* [THE TASK]: Check each line of the data for the string "Змај". Report how many have it, and give nothing else.

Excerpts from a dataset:
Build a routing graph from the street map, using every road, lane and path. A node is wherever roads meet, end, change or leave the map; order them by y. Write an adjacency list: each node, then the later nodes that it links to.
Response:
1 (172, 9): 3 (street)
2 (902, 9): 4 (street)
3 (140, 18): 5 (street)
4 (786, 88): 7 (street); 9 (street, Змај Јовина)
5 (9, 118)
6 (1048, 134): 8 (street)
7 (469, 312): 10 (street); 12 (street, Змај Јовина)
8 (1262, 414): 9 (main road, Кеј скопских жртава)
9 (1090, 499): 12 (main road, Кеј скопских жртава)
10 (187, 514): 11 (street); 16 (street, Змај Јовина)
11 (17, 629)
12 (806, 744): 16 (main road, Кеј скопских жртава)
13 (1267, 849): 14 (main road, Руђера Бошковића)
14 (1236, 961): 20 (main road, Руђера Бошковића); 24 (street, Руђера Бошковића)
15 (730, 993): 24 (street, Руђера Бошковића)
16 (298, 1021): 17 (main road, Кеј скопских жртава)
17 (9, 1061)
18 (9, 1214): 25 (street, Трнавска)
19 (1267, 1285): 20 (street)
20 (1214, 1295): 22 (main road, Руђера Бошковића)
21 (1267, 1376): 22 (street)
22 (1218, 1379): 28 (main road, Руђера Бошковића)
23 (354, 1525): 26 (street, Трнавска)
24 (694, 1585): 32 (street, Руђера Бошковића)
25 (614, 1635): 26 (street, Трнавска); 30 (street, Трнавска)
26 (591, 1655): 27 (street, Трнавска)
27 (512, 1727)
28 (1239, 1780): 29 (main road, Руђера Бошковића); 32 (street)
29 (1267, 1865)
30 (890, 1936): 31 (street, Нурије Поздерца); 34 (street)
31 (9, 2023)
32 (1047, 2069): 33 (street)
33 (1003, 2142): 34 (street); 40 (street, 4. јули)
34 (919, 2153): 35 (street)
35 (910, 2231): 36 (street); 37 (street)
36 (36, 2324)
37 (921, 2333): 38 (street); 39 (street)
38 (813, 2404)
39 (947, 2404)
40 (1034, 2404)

* [RESPONSE TO THE EXERCISE]: 3